A quick check with a caliper convinced me that there would not be any handy spacer material in my scrap inventory and machine shops are a long ways away. Also, the top end hadn't been checked on this engine and I'd read some pretty low compression ratio numbers in this forum and maybe this was an opportunity to improve things a bit. More fun than cleaning house anyhow.
Pulled the head . The casting was much nicer than my older Metro (part of the "redesign"?) clean, generous cooling passages, everything lined up nicely. Checked the deck height -.070"-damn. Pulled the barrel and found 2 1/2 gaskets! A .007 gasket had been torn almost perfectly in half perpendicular to the crank. (Has anyone seen that before? Please tell me it's not the way they true their block decks.) The stud holes were cut to the outside and I'm guessing (hoping) that they use tear aways during assembly and the lunch whistle blew at the wrong time.
Measured the head volumes and did the math and came up with a CR of just over 14:1. Dismal. The spherical cut in the stock plug held 5.5 cc's and if it was eliminated, it would still only bring me up to just under 16:1. Decided to reduce the plugs volume but keep a spherical shape. A 2 inch circle fit nicely in the stock plugs cut, I'd use a 3 1/2 inch circle for my sphere (or about the size of a wornout 4 1/2 inch grinding disk).
Real machinists should find another thread at this point. Everyone else should understand that YOU SHOULD NOT DO THIS! At least not this way.
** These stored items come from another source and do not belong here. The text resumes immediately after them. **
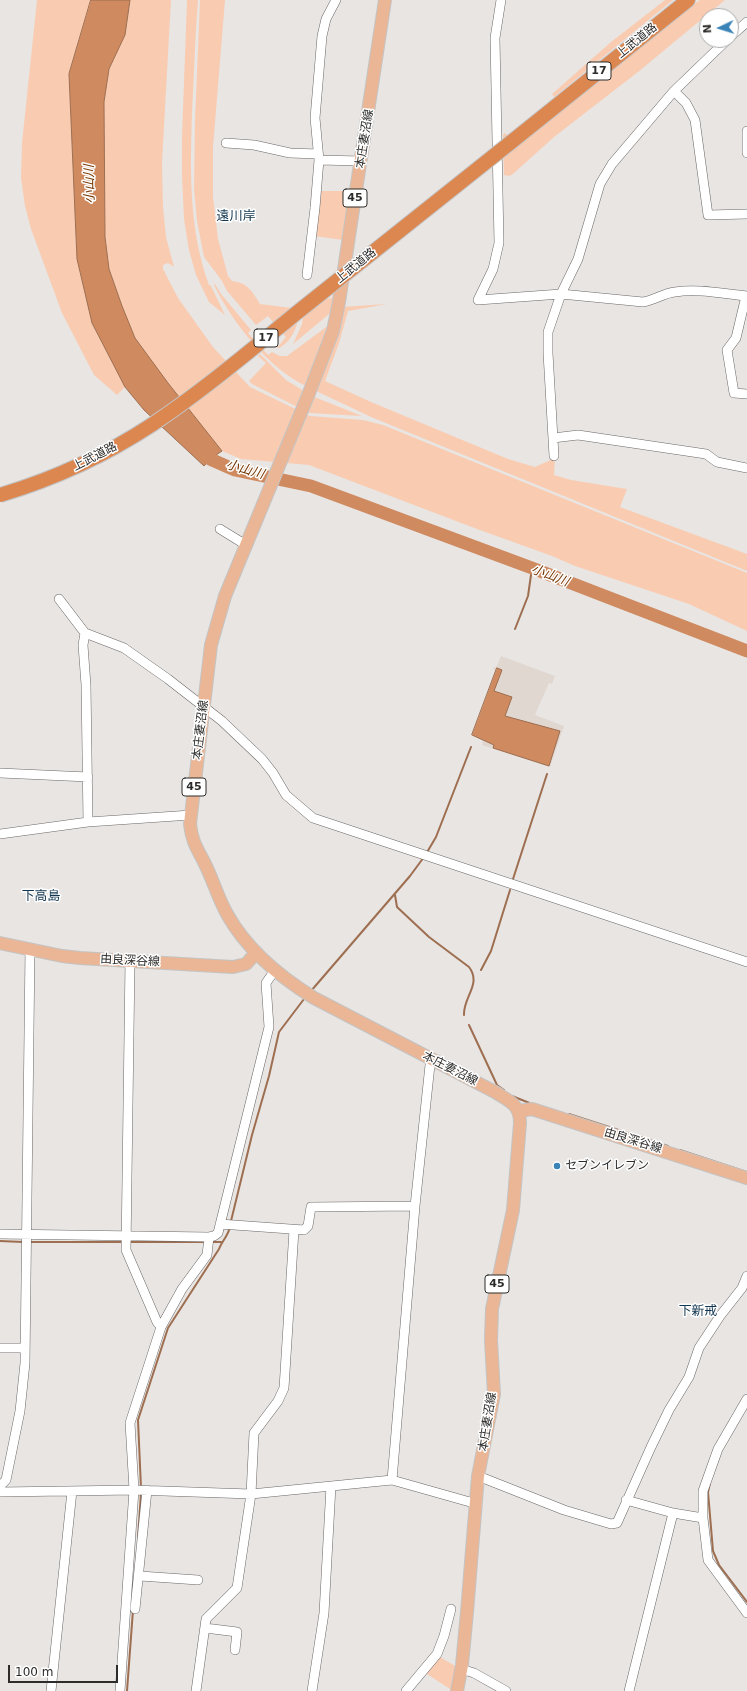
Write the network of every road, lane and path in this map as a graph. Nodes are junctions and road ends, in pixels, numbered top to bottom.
1 (336, 0) edge
2 (385, 0) edge
3 (501, 0) edge
4 (688, 0) edge
5 (747, 22) edge
6 (739, 29) edge
7 (719, 48) edge
8 (674, 91) junction
9 (747, 131) edge
10 (226, 143) dead end
11 (747, 153) edge
12 (319, 157) junction
13 (361, 161) junction
14 (747, 214) edge
15 (307, 275) dead end
16 (562, 294) junction
17 (747, 296) edge
18 (747, 394) edge
19 (553, 438) junction
20 (554, 456) dead end
21 (747, 468) edge
22 (0, 495) edge
23 (220, 529) dead end
24 (247, 541) junction
25 (60, 599) dead end
26 (85, 633) junction
27 (204, 707) junction
28 (0, 772) edge
29 (88, 777) junction
30 (191, 815) junction
31 (88, 822) junction
32 (0, 834) edge
33 (0, 943) edge
34 (30, 949) junction
35 (256, 953) junction
36 (130, 961) junction
37 (747, 962) edge
38 (275, 970) junction
39 (432, 1061) junction
40 (519, 1111) junction
41 (747, 1178) edge
42 (415, 1206) junction
43 (220, 1224) junction
44 (294, 1230) junction
45 (0, 1234) edge
46 (26, 1236) junction
47 (126, 1236) junction
48 (209, 1241) junction
49 (747, 1276) edge
50 (160, 1327) junction
51 (0, 1348) edge
52 (25, 1348) junction
53 (747, 1399) edge
54 (478, 1476) junction
55 (392, 1480) junction
56 (0, 1486) edge
57 (331, 1486) junction
58 (134, 1490) junction
59 (147, 1490) junction
60 (72, 1491) junction
61 (0, 1492) edge
62 (251, 1494) junction
63 (626, 1500) junction
64 (477, 1504) junction
65 (673, 1513) junction
66 (703, 1518) junction
67 (140, 1576) junction
68 (198, 1580) dead end
69 (135, 1609) dead end
70 (451, 1609) dead end
71 (747, 1613) edge
72 (205, 1628) junction
73 (235, 1650) dead end
74 (461, 1669) junction
75 (51, 1691) edge
76 (120, 1691) edge
77 (196, 1691) edge
78 (312, 1691) edge
79 (406, 1691) edge
80 (457, 1691) edge
81 (506, 1691) edge
82 (629, 1691) edge

1 - 12 street
2 - 13 main road, 本庄妻沼線 / 45
3 - 16 street
4 - 22 highway, 上武道路 / 17, bridge
5 - 6 street
7 - 8 street
8 - 14 street
8 - 16 street
9 - 11 street
10 - 12 street
12 - 13 street
12 - 15 street
13 - 24 main road, 本庄妻沼線 / 45
16 - 17 street
16 - 19 street
17 - 18 street
19 - 20 street
19 - 21 street
23 - 24 street
24 - 27 main road, 本庄妻沼線 / 45
25 - 26 street
26 - 27 street
26 - 29 street
27 - 30 main road, 本庄妻沼線 / 45
27 - 37 street
28 - 29 street
29 - 31 street
30 - 31 street
30 - 35 main road, 本庄妻沼線 / 45
31 - 32 street
33 - 34 main road, 由良深谷線
34 - 36 main road, 由良深谷線
34 - 46 street
35 - 36 main road, 由良深谷線
35 - 38 main road, 本庄妻沼線 / 45
36 - 47 street
38 - 39 main road, 本庄妻沼線 / 45
38 - 43 street
39 - 40 main road, 本庄妻沼線 / 45
39 - 42 street
40 - 41 main road, 由良深谷線
40 - 54 main road, 本庄妻沼線 / 45
42 - 44 street
42 - 55 street
43 - 44 street
43 - 48 street
44 - 62 street
45 - 46 street
46 - 47 street
46 - 52 street
47 - 48 street
47 - 50 street
48 - 50 street
49 - 63 street
50 - 58 street
51 - 52 street
52 - 56 street
53 - 66 street
54 - 63 street
54 - 64 main road, 本庄妻沼線 / 45
55 - 57 street
55 - 64 street
57 - 62 street
57 - 78 street
58 - 59 street
58 - 60 street
58 - 76 street
59 - 62 street
59 - 67 street
60 - 61 street
60 - 75 street
62 - 72 street
63 - 65 street
64 - 74 main road, 本庄妻沼線 / 45
65 - 66 street
65 - 82 street
66 - 71 street
67 - 68 street
67 - 69 street
70 - 79 street
72 - 73 street
72 - 77 street
74 - 80 main road, 本庄妻沼線 / 45
74 - 81 street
I needed to spin the plug to make a reasonably accurate cut, the idea being that I'm going to take the Utterpower plug and cut it back to the dimensions of the stock plug and then give it a shallow spherical face. I am without a lathe so the trusty drillpress and a mandrel seemed like the way to go. The Utterpower glowplug setup uses a CS valve plug that has been machined to accept a glowplug. Because the glowplug sits deep in the plug they use a brass rod that screws onto the GP as an electrical extension. A fiber composition plug fits snugly over the brass rod and into the bore hole of the plug. A nice setup. Probably not designed to be a mandrel though. Tiny threads, soft metal. I knew that. What we need is a 12X1.25 bolt to go in the GP hole but, alas, that's not real common and the nearest one is probably as far away as the machine shop. So..if we're real careful, (and we were) and it spins reasonably true (and it did) maybe it will work (got lucky). Took an old glow plug that I'd saved for just such an occasion
, cut the nose off and reassembled the plug and extension. Chucked it in the drill press and ran the table up til it was just touching to try and stabllize things as much as possible. Spun it slow and gently put a hacksaw to a line I'd made and, by golly,it worked. Cut the last bit by hand to avoid binding. Got the table out of the way and held the angle grinder, precicely positioned by eye, with the edge of the wheel to the center of the plug. Carved a lovely sphere. Polished it with a stone and the darn thing looks fine. Capacity is just over 1 cc so thats a reduction of 4.5cc which puts the CR at 14.86:1 Maybe I screwed up the math or measurment someplace.
Anyhow, engine runs well, but then it did before too. Maybe a little less smoke. The glowplug is great, first compression stroke fires.